As mentioned earlier, it is difficult to bottle with a larger wall thickness after the To produce blow molding processes. In addition, the blown bottles show repeated Applying negative pressure has a significantly lower flexural strength. The invention has been described here using certain preferred embodiments. The embodiments described here are intended to illustrate the invention, but not limit.
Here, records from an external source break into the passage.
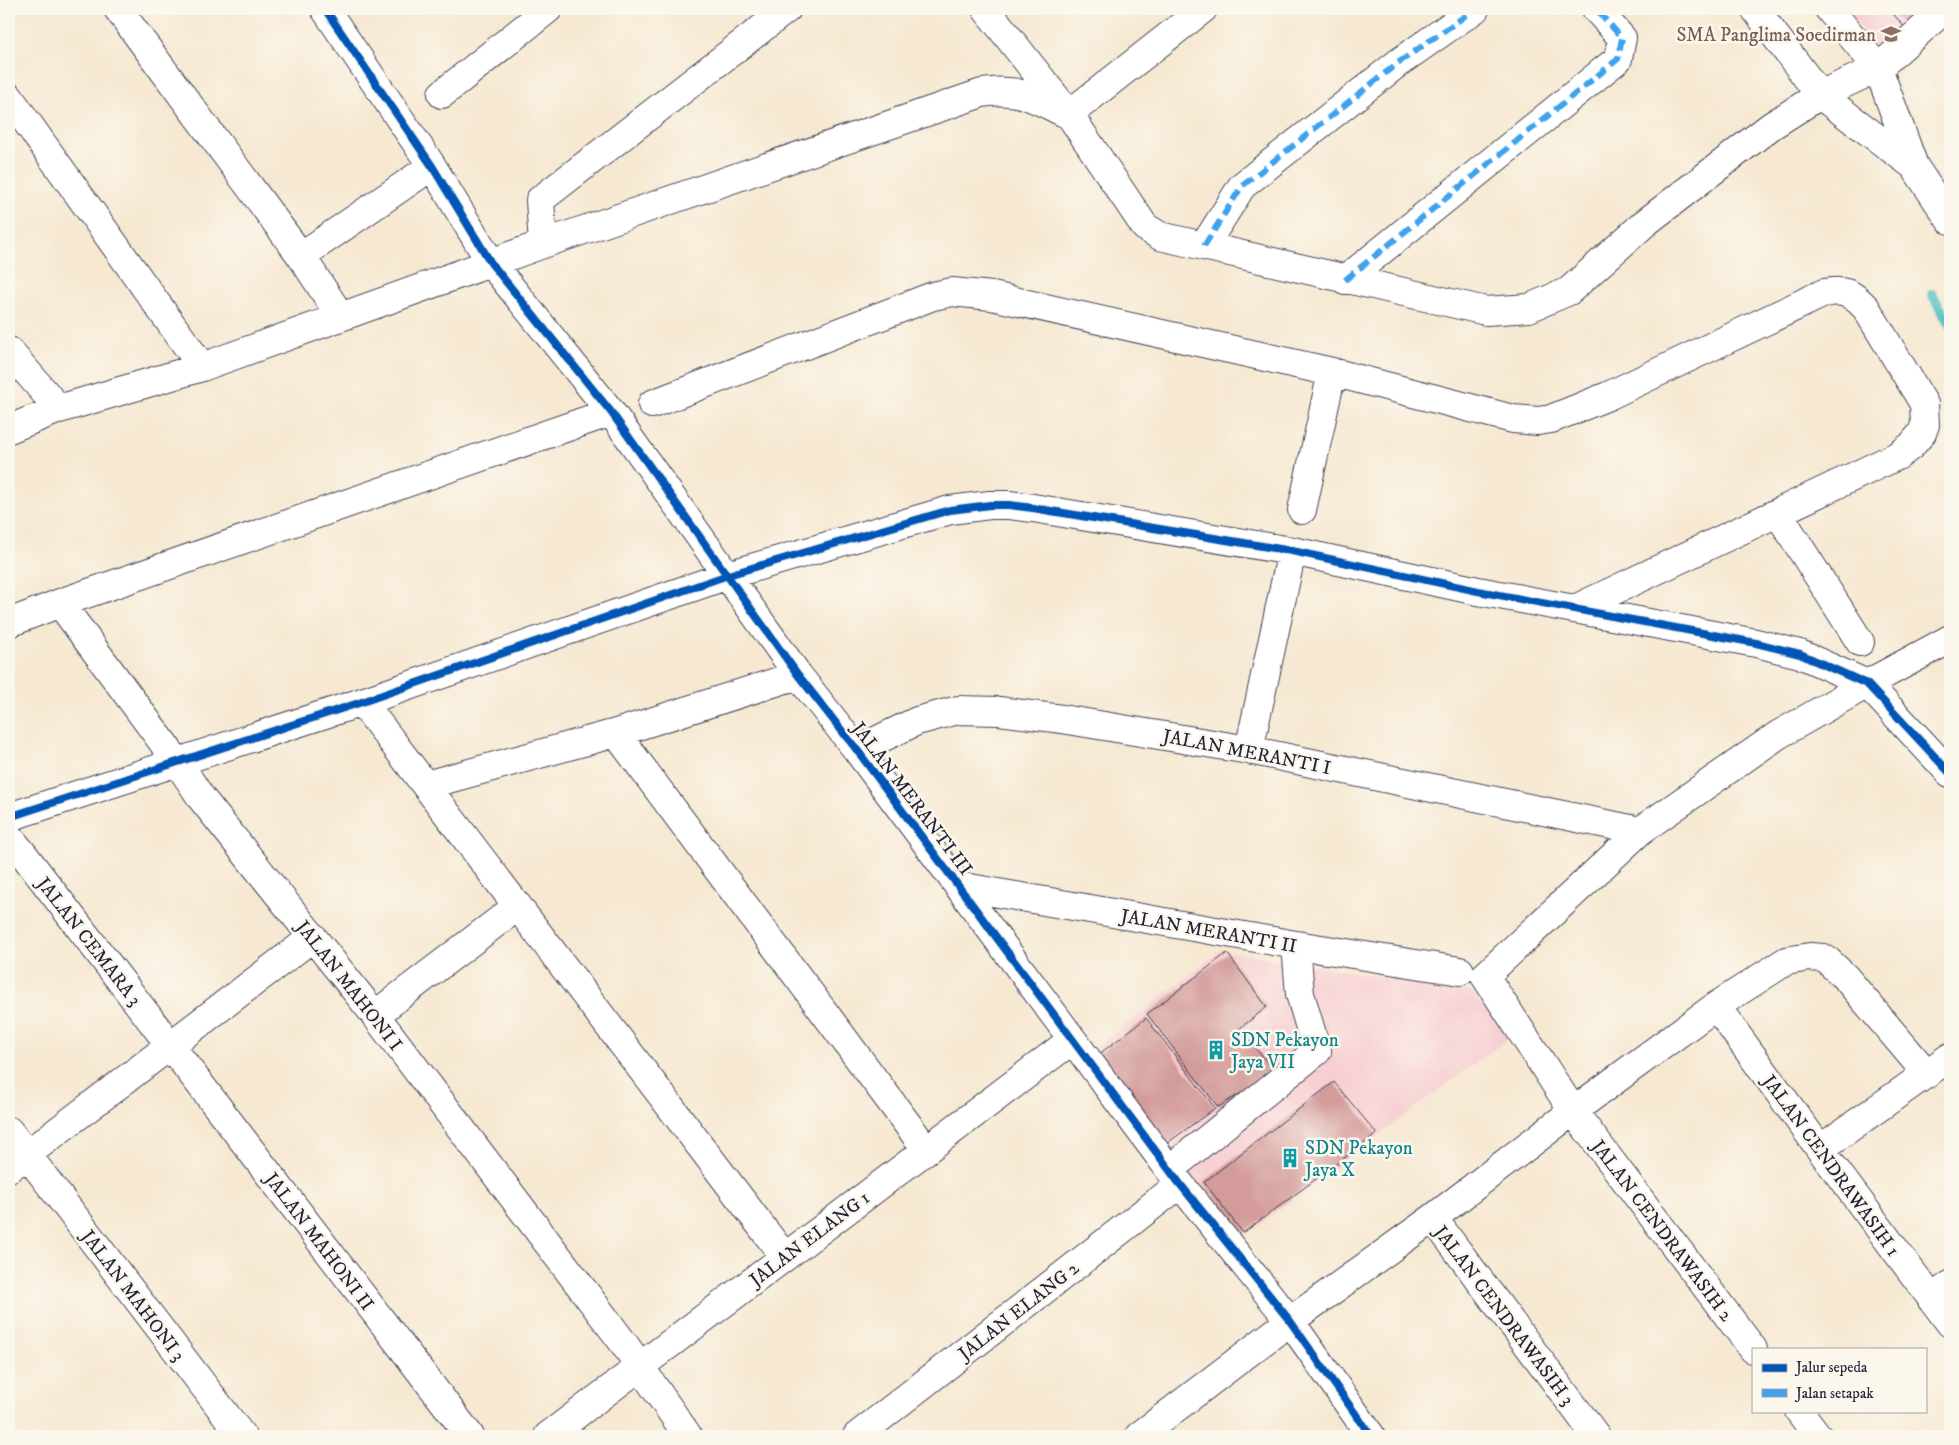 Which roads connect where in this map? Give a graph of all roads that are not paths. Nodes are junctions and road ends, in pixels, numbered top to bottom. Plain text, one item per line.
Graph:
1 (118, 9) edge
2 (325, 9) edge
3 (548, 9) edge
4 (787, 9) edge
5 (986, 9) edge
6 (1204, 9) edge
7 (1475, 9) edge
8 (1596, 9) edge
9 (1755, 9) edge
10 (1829, 9) edge
11 (1945, 9) edge
12 (1878, 68) junction
13 (442, 94) dead end
14 (1820, 95) junction
15 (9, 98) edge
16 (1069, 114) junction
17 (432, 166) junction
18 (1914, 166) junction
19 (1950, 220) edge
20 (543, 244) junction
21 (1204, 246) junction
22 (301, 256) junction
23 (491, 263) junction
24 (1345, 280) junction
25 (341, 317) junction
26 (9, 351) edge
27 (202, 367) junction
28 (1332, 372) junction
29 (652, 404) dead end
30 (58, 409) junction
31 (611, 412) junction
32 (9, 429) edge
33 (1302, 510) dead end
34 (1778, 513) junction
35 (1292, 551) junction
36 (728, 575) junction
37 (60, 603) junction
38 (1575, 609) junction
39 (9, 623) edge
40 (1950, 639) edge
41 (1860, 642) dead end
42 (798, 675) junction
43 (1867, 684) junction
44 (362, 702) junction
45 (616, 733) junction
46 (857, 750) junction
47 (1249, 750) junction
48 (178, 762) junction
49 (1950, 772) edge
50 (426, 785) junction
51 (9, 817) edge
52 (1640, 831) junction
53 (9, 837) edge
54 (958, 886) junction
55 (518, 906) junction
56 (313, 936) junction
57 (1296, 945) junction
58 (1460, 971) dead end
59 (1716, 1006) junction
60 (375, 1015) junction
61 (1072, 1040) junction
62 (170, 1045) junction
63 (1950, 1057) edge
64 (1927, 1074) junction
65 (1573, 1111) junction
66 (9, 1131) edge
67 (1820, 1148) junction
68 (926, 1149) junction
69 (18, 1161) edge
70 (1175, 1177) junction
71 (1432, 1218) junction
72 (784, 1256) junction
73 (1941, 1292) edge
74 (1290, 1321) junction
75 (1950, 1323) edge
76 (1752, 1349) edge
77 (640, 1367) junction
78 (1800, 1412) edge
79 (242, 1436) edge
80 (470, 1436) edge
81 (548, 1436) edge
82 (688, 1436) edge
83 (856, 1436) edge
84 (1139, 1436) edge
85 (1371, 1436) edge
86 (1596, 1436) edge
87 (1818, 1436) edge

1 - 22 street
2 - 17 street, JALAN MERANTI III
3 - 13 street
4 - 20 street
5 - 16 street
6 - 16 street
7 - 21 street
8 - 24 street
9 - 14 street
10 - 12 street
11 - 12 street
12 - 14 street
12 - 18 street
14 - 18 street
14 - 24 street
15 - 27 street
16 - 20 street
16 - 21 street
17 - 22 street
17 - 23 street, JALAN MERANTI III
18 - 19 street
20 - 23 street
21 - 24 street
22 - 25 street
23 - 25 street
23 - 31 street, JALAN MERANTI III
25 - 27 street
26 - 30 street
27 - 30 street
28 - 29 street
28 - 33 street
28 - 34 street
30 - 32 street
31 - 36 street, JALAN MERANTI III
31 - 37 street
34 - 38 street
34 - 41 street
35 - 36 street
35 - 38 street
35 - 47 street
36 - 42 street, JALAN MERANTI III
36 - 44 street
37 - 39 street
37 - 48 street, JALAN MAHONI I
38 - 43 street
40 - 43 street
42 - 45 street
42 - 46 street, JALAN MERANTI III
43 - 49 street
43 - 52 street
44 - 48 street
44 - 50 street
45 - 50 street
45 - 68 street
46 - 47 street, JALAN MERANTI I
46 - 54 street, JALAN MERANTI III
47 - 52 street, JALAN MERANTI I
48 - 51 street
48 - 56 street, JALAN MAHONI I
50 - 55 street
52 - 65 street, JALAN CENDRAWASIH 2
53 - 62 street, JALAN CEMARA 3
54 - 57 street, JALAN MERANTI II
54 - 61 street, JALAN MERANTI III
55 - 60 street
55 - 72 street
56 - 60 street, JALAN MAHONI I
56 - 62 street
57 - 58 street, JALAN MERANTI II
57 - 70 street, JALAN ELANG 2
59 - 64 street
59 - 65 street
59 - 67 street, JALAN CENDRAWASIH 1
60 - 77 street, JALAN MAHONI I
61 - 68 street, JALAN ELANG 1
61 - 70 street, JALAN MERANTI III
62 - 69 street
62 - 80 street, JALAN MAHONI II
63 - 64 street
64 - 67 street
65 - 71 street
65 - 76 street, JALAN CENDRAWASIH 2
66 - 69 street, JALAN MAHONI 3
67 - 73 street, JALAN CENDRAWASIH 1
68 - 72 street, JALAN ELANG 1
69 - 79 street, JALAN MAHONI 3
70 - 74 street, JALAN MERANTI III
70 - 83 street, JALAN ELANG 2
71 - 74 street
71 - 86 street, JALAN CENDRAWASIH 3
72 - 77 street, JALAN ELANG 1
73 - 75 street, JALAN CENDRAWASIH 1
74 - 84 street
74 - 85 street, JALAN MERANTI III
77 - 81 street, JALAN ELANG 1
77 - 82 street, JALAN MAHONI I
78 - 87 street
The scope of the present invention leaves numerous variations and Modifications too.  

List of reference numbers

16

press

18

line

38

Particle collector

74

top

76

ground

78

inlet

80

cover

82

ribs

84

shoulder

85

lower part

86

upper part

90

arcuate section

92

wall

94

rounding

96

metal insert

98

opening

110

cleaning system

116

particle

118

Vacuum source

120

management

134

Under pressure supply line

136

distributor

138

first line

140

second line

142

third line

Claims (11)

1. Rotation-pressed powder collection bottle ( 38 ) for a copier / printer / duplicating machine ( 16 ) with a rotation-pressed plastic container ( 38 ), which has an upper side ( 74 ) and a bottom ( 76 ), a wall thickness of at least about 5 mm (approx. 0.20 inches) and a pulp inlet ( 78 ). 2. Bottle according to claim 1, characterized in that the powder material inlet ( 78 ) is provided with a connection piece for the tightly fitting connection to a powder material line originating from a powder material source. 3. Bottle according to one of claims 1 to 2, characterized in that the bottle ( 38 ) can absorb powder materials as part of a vacuum system with a vacuum up to about 6 kPa (about 60 inches of water column). 4. Bottle according to one of claims 1 to 3, characterized, that the bottle is made from a semiconducting polyethylene copolymer by rotary pressing will be produced. 5. Bottle according to one of claims 1 to 4, characterized in that the bottle has a molded-in metal insert ( 96 ) for a plastic-metal contact. 6. Bottle according to claim 5, characterized in that the molded metal insert ( 96 ) on the top ( 74 ) of the bottle ( 38 ) is attached. 7. Bottle according to claim 5, characterized in that the molded metal insert ( 96 ) is attached in a side wall of the bottle ( 38 ). 8. Bottle according to one of claims 1 to 7, characterized in that the powder inlet ( 78 ) has a connection piece with a raised rib for the tight-fitting connection to an elastic mating sleeve on a powder line originating from a powder source. 9. Bottle according to claim 8, characterized, that the powder source is a cyclone separator. 10. Bottle according to one of claims 1 to 9, characterized, that the powder consists of toner. 11. Bottle according to one of claims 1 to 8, characterized in that the bottle ( 38 ) has side walls and these side walls are provided with reinforcing ribs ( 82 ).